Fuente: Hans Dienstknecht

Título original: Alles unterliegt dem Gesetz Meiner unendlichen Liebe

Fecha original: 16 de agosto de 2012

Traducción al español latinoamericano.

Revelación divina

Mis amados hijos e hijas, con esta revelación profundizaré en un aspecto fundamental de un tema acerca del cual ya les he hablado muchas veces, pero que aún contiene infinitos puntos de vista. En su camino de regreso a Mí, la fuente eterna de su vida, irán abriendo poco a poco dentro de ustedes estos aspectos en una medida mucho mayor de lo que ahora puedo transmitirles, y volverán a hacerlos completamente suyos.

Hablo de Mi amor, con el que —como ya les he dicho muchas veces— nada puede compararse, porque existe eternamente, es desinteresado e incondicional en una medida que ustedes no pueden comprender, y en él se funda Mi omnipotencia.

He dotado a toda criatura de Mi amor. En Mis hijos humanos todavía permanece en gran medida sin ser reconocido ni desarrollado. Pero está presente en cada uno.

Nada ni nadie puede afectar ni limitar la singularidad de Mi amor, lo que significa al mismo tiempo que no existe nada más sublime, magnífico, grande ni fuerte. Mi amor es invencible, y en ello se funda Mi palabra de que no permitiré que se pierda nada de lo que Me pertenece. ¡Y todo Me pertenece! Por tanto, volveré a conducirlo todo a la unidad para que reine eternamente una armonía indestructible en todo y con todo.

El amor es la fuerza de los cielos; por tanto, saldrá vencedor de la lucha que las tinieblas libran contra la luz. Quiero explicarles por qué esto es así, y deseo que Mis hijos no acojan esta enseñanza solamente con los oídos, sino que la dejen caer profundamente en su corazón para que actúe desde allí y determine su conducta futura.

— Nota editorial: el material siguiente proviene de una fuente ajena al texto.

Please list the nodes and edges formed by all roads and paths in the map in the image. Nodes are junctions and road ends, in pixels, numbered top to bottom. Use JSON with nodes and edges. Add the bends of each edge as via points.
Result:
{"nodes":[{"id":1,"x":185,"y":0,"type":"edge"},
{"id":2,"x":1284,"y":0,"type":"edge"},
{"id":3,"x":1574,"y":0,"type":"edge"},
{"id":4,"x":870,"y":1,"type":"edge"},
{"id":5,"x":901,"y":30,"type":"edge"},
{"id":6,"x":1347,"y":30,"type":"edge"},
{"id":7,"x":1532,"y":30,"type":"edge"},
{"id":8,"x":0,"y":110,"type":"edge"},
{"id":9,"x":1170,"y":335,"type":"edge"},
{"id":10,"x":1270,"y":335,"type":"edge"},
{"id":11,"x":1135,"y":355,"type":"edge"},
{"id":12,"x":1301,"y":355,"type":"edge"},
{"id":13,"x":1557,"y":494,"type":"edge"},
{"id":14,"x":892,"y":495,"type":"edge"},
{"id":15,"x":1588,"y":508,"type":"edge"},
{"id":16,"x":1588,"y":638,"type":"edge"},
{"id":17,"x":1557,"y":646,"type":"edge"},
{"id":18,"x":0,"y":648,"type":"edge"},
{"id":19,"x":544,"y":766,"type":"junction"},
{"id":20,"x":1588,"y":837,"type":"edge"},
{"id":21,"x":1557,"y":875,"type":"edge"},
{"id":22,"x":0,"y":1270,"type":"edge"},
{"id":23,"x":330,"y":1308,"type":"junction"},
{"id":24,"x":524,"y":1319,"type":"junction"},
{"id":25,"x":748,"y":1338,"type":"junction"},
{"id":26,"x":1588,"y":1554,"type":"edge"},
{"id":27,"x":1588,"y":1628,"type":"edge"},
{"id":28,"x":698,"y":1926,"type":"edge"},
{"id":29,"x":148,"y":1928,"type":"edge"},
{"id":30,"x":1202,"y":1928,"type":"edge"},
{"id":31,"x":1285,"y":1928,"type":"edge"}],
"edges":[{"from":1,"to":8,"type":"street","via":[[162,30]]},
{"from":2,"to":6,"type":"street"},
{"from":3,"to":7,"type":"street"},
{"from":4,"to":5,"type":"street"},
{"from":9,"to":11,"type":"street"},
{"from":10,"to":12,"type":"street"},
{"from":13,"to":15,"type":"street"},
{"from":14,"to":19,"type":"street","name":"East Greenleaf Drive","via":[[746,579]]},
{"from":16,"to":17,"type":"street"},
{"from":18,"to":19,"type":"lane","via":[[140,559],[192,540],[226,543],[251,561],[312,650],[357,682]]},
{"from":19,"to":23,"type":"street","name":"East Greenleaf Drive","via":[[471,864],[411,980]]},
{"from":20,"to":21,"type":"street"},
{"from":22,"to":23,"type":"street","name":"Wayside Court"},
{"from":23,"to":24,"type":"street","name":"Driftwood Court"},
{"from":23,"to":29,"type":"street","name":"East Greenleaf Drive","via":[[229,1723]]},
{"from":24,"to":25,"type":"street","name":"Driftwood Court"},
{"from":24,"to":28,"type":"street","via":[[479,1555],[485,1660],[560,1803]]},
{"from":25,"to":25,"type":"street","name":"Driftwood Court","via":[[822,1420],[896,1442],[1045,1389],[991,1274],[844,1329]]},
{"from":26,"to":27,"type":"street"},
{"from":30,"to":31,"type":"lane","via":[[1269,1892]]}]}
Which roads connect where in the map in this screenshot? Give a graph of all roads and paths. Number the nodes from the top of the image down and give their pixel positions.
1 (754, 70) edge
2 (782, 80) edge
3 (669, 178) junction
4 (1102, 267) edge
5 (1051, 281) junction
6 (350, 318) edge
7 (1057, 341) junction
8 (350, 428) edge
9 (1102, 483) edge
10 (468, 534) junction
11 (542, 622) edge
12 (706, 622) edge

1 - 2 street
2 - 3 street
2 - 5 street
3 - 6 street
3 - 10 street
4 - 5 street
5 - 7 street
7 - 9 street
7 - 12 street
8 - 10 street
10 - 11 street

Todos conocen la parábola del «hijo perdido», quien en esta imagen representa a todos Mis hijos que abandonaron la casa del Padre y que, después de experimentar el mundo lejano y reconocer sus actos, regresaron al hogar. Todos Mis hijos humanos y todas las almas de los ámbitos que, desde su perspectiva, pertenecen al más allá se encuentran en la misma situación que el hijo perdido. El gran arco se extiende desde la salida del hogar hasta el regreso. Entre estos dos polos hay periodos de distinta duración, que en el peor de los casos pueden abarcar eones y, en el mejor, solo algunas décadas o siglos según su cómputo del tiempo.

Imaginen que en una fría y nebulosa mañana de noviembre abandonan su hogar y salen a enfrentar el día sin saber exactamente qué los espera. Después de muchas horas regresan al atardecer o durante la noche, quizá cansados o agotados, pero con la certeza de que las penurias del día han terminado. Han vuelto a casa. Muchas cosas sucedieron durante las horas que pasaron fuera: buenas y menos buenas. Los instantes se encadenaron hasta formar minutos, y estos, a su vez, horas, hasta que finalmente una variada gama de acontecimientos complejos constituye el resultado de su excursión del día.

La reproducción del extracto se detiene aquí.